==== Data listing ====
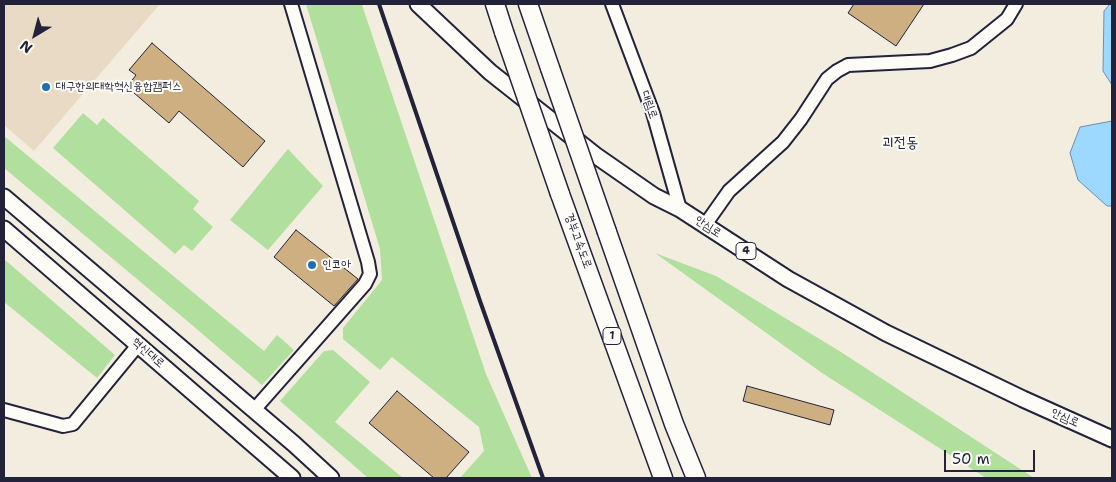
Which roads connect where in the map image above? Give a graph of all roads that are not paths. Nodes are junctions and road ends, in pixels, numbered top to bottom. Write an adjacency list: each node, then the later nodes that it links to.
1 (291, 4): 13 (street)
2 (418, 4): 8 (main road, 안심로 / 4)
3 (495, 4): 17 (highway, 경부고속도로 / 1, bridge)
4 (528, 4): 18 (highway, 1, bridge)
5 (612, 4): 8 (street, 대림로)
6 (1016, 4): 9 (street)
7 (4, 197): 13 (main road)
8 (680, 209): 9 (main road, 안심로 / 4)
9 (705, 225): 14 (main road, 안심로 / 4)
10 (4, 229): 11 (main road, 혁신대로)
11 (138, 345): 12 (street); 15 (main road, 혁신대로)
12 (4, 410)
13 (254, 410): 16 (main road)
14 (1112, 440)
15 (292, 478)
16 (331, 478)
17 (663, 478)
18 (696, 478)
====
Your instructions: Print all the entries exactly as they appear, without the pictures.

Solution below:
Which roads connect where in the map image above? Give a graph of all roads that are not paths. Nodes are junctions and road ends, in pixels, numbered top to bottom. Write an adjacency list: each node, then the later nodes that it links to.
1 (291, 4): 13 (street)
2 (418, 4): 8 (main road, 안심로 / 4)
3 (495, 4): 17 (highway, 경부고속도로 / 1, bridge)
4 (528, 4): 18 (highway, 1, bridge)
5 (612, 4): 8 (street, 대림로)
6 (1016, 4): 9 (street)
7 (4, 197): 13 (main road)
8 (680, 209): 9 (main road, 안심로 / 4)
9 (705, 225): 14 (main road, 안심로 / 4)
10 (4, 229): 11 (main road, 혁신대로)
11 (138, 345): 12 (street); 15 (main road, 혁신대로)
12 (4, 410)
13 (254, 410): 16 (main road)
14 (1112, 440)
15 (292, 478)
16 (331, 478)
17 (663, 478)
18 (696, 478)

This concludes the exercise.